Quantification of invertebrate predation and herbivory in food chains of low complexity.

Zooplankton grazing impact on algae, heterotrophic flagellates and bacteria, as well as invertebrate predation on herbivorous zooplankton, were investigated in two sub-Antarctic lakes with extremely simple food chains. The two species of herbivorous zooplankton present in the lakes (the copepods boeckella michaelseni and Pseudoboeckella poppei) exerted substantial grazing pressure on algae. However, the dominant algal species exhibited properties that enabled them to avoid (large size or extruding spines, e.g. Staurastrum sp., Tribonema sp.) or compensate (recruitment from the sediment, Mallomonas sp.) grazing. There are only two potential invertebrate predators on the herbivorous copepods in the two lakes: the copepod Parabroteas sarsi and the diving beetle Lancetes claussi. Vertebrate predators are entirely abscent from sub-Antarctic lakes. Based on our experiments, we estimated that the predators would remove at most about 0.4% of the herbivorous copepods per day, whereas planktivorous fish, if present in the lakes, would have removed 5-17% of the zooplankton each day. Consequently, the invertebrate predators in these high-latitude lakes had only a marginal predation impact compared to the predation pressure on zooplankton in the presence of vertebrate predators in temperate lakes.
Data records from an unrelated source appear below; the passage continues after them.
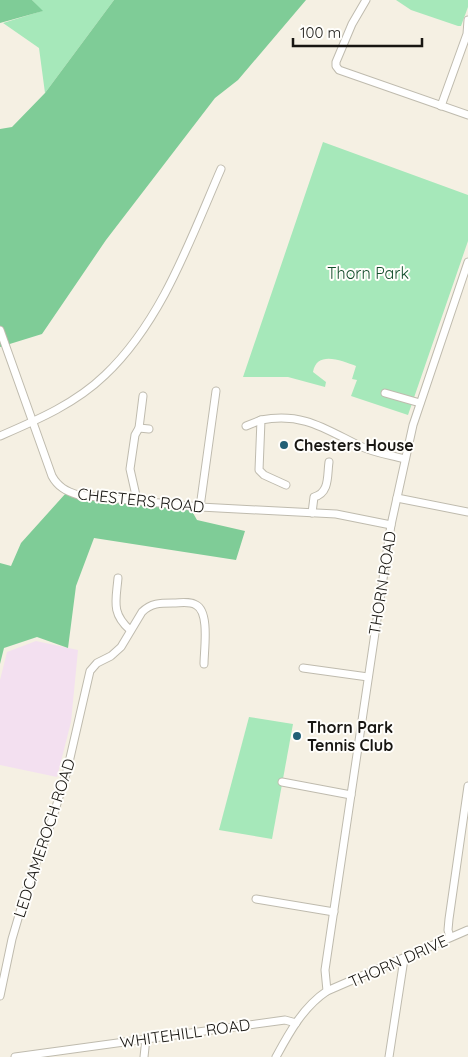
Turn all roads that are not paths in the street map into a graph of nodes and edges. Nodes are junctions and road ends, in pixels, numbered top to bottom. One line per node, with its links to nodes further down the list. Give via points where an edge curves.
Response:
1 (366, 0): 3 (street, via 349,29 336,66)
2 (468, 20): 3 (street, via 468,34)
3 (441, 106): 4 (street)
4 (468, 116)
5 (221, 169): 13 (street, via 170,282 136,339 104,376 58,409)
6 (468, 262): 11 (street, THORN ROAD)
7 (0, 330): 13 (street, CHESTERS ROAD)
8 (216, 391): 23 (street)
9 (385, 393): 11 (street)
10 (143, 396): 15 (street)
11 (420, 403): 18 (street, THORN ROAD)
12 (261, 420): 14 (street); 18 (street, via 300,420 325,428 368,450); 20 (street, via 259,470 264,476)
13 (33, 422): 17 (street); 22 (street, CHESTERS ROAD, via 52,476 60,487 78,495)
14 (246, 426)
15 (139, 428): 16 (street); 22 (street, via 130,469)
16 (150, 429)
17 (0, 436)
18 (405, 459): 21 (street, THORN ROAD)
19 (329, 462): 25 (street, via 327,487 322,494 312,495)
20 (286, 485)
21 (397, 498): 24 (street); 26 (street, THORN ROAD)
22 (137, 500): 23 (street, CHESTERS ROAD)
23 (200, 507): 25 (street, CHESTERS ROAD)
24 (468, 512)
25 (312, 513): 26 (street, CHESTERS ROAD, via 336,514)
26 (391, 525): 31 (street, THORN ROAD)
27 (118, 578): 28 (street, via 115,610)
28 (130, 630): 29 (street, via 142,612 153,604 194,604 202,610 205,620); 40 (street, LEDCAMEROCH ROAD, via 121,647 90,671 65,778)
29 (204, 664)
30 (303, 668): 31 (street)
31 (368, 677): 34 (street, THORN ROAD)
32 (282, 782): 34 (street)
33 (468, 786): 38 (street, via 448,927)
34 (351, 795): 36 (street, THORN ROAD)
35 (256, 900): 36 (street)
36 (334, 912): 42 (street, THORN ROAD, via 326,970)
37 (468, 930): 38 (street, THORN DRIVE)
38 (450, 937): 41 (street, THORN DRIVE)
39 (0, 948): 40 (street)
40 (9, 948): 43 (street, LEDCAMEROCH ROAD)
41 (404, 959): 42 (street, THORN DRIVE); 49 (street)
42 (327, 992): 44 (street, via 315,1000)
43 (0, 996)
44 (296, 1023): 45 (street, WHITEHILL ROAD, via 285,1020); 48 (street)
45 (146, 1038): 46 (street, WHITEHILL ROAD); 47 (street)
46 (15, 1057)
47 (144, 1057)
48 (276, 1057)
49 (389, 1057)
The study of these simple systems with only two quantitatively functionally important trophic links, suggests that high grazing pressure foreces the algal community towards forms with grazer resistant adaptations such as large size, recruitment from another habitat, and grazer avoidance spines. We propose that due to such adaptations, predictions from food web theory are only partly corroborated, i.e. algal biomass actually increases with increasing productivity, although the grazer community is released from predation. In more species-rich and complex systems, e.g temperate lakes with three functionally important links, such adaptations are likely to be even more important, and, consequently, the observable effects of trophic interactions from top predators on lower trophic levels even more obscured.